====== DATA EXCERPTS

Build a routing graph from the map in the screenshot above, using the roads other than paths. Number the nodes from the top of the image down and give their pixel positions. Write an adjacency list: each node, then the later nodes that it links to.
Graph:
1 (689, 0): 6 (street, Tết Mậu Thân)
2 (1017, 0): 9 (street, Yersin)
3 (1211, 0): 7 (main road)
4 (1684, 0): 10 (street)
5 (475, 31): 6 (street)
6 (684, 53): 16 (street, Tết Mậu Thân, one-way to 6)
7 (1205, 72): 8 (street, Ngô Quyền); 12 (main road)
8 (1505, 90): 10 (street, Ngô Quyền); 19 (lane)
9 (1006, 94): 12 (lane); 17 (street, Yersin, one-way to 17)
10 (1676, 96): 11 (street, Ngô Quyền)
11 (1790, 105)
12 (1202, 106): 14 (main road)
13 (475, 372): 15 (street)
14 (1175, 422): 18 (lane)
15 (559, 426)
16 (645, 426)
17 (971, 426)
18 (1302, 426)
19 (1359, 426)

============
====== DATA EXCERPTS

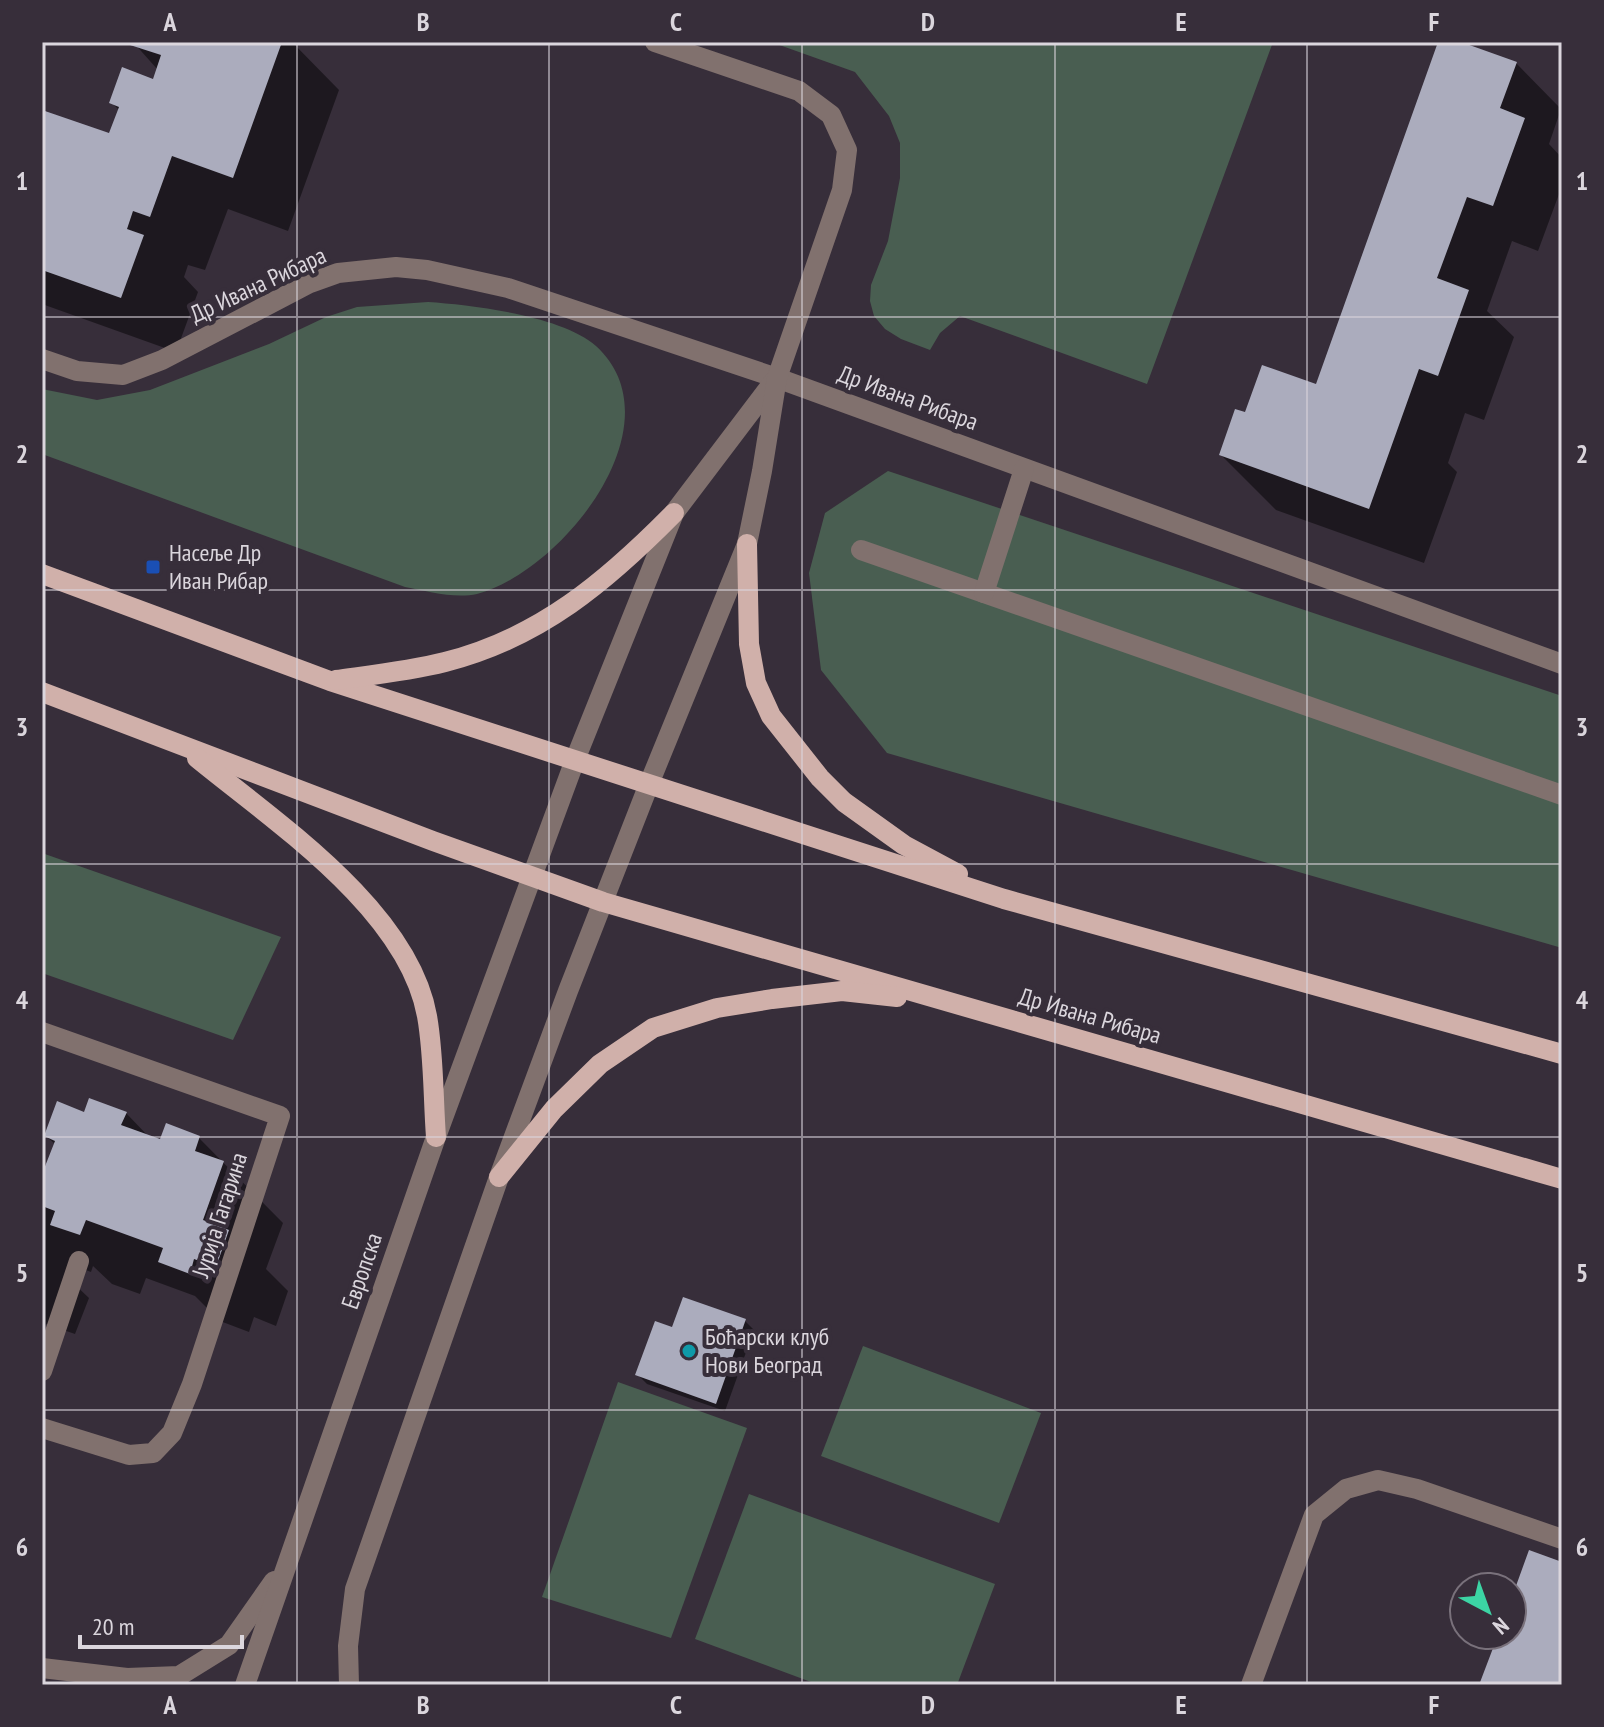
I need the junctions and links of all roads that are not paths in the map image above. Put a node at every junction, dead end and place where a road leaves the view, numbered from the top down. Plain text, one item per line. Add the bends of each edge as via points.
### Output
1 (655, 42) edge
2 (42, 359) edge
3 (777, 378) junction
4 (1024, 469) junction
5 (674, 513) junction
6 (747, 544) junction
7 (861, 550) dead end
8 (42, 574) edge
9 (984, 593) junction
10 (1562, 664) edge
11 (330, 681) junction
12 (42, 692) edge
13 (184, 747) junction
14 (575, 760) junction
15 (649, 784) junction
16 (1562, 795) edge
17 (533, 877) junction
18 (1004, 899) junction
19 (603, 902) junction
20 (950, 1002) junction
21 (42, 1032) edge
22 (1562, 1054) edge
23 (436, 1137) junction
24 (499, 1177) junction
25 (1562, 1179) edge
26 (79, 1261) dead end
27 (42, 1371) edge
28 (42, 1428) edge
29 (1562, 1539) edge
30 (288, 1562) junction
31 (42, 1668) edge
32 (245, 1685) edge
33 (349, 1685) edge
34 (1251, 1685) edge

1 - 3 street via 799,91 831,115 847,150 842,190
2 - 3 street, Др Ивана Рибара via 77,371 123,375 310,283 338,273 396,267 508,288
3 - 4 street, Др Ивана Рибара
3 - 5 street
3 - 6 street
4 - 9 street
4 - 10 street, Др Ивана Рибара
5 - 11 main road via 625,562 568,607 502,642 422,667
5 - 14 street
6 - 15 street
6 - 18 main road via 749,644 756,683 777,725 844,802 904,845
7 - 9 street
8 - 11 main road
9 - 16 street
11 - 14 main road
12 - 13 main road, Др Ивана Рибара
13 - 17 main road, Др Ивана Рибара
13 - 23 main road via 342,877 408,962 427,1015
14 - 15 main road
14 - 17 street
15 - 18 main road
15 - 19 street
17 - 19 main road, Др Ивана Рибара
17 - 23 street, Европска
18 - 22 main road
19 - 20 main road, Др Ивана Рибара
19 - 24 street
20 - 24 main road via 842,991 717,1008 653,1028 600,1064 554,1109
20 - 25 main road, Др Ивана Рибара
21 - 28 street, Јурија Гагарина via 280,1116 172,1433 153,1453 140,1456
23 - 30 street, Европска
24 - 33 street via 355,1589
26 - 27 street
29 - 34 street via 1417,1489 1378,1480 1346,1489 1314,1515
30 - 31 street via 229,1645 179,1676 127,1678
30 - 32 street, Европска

============

* **TRY IT**: Your answer should be the lines of the records that include the word "above".

* **RESULT OF THE TASK**:
Build a routing graph from the map in the screenshot above, using the roads other than paths. Number the nodes from the top of the image down and give their pixel positions. Write an adjacency list: each node, then the later nodes that it links to.
I need the junctions and links of all roads that are not paths in the map image above. Put a node at every junction, dead end and place where a road leaves the view, numbered from the top down. Plain text, one item per line. Add the bends of each edge as via points.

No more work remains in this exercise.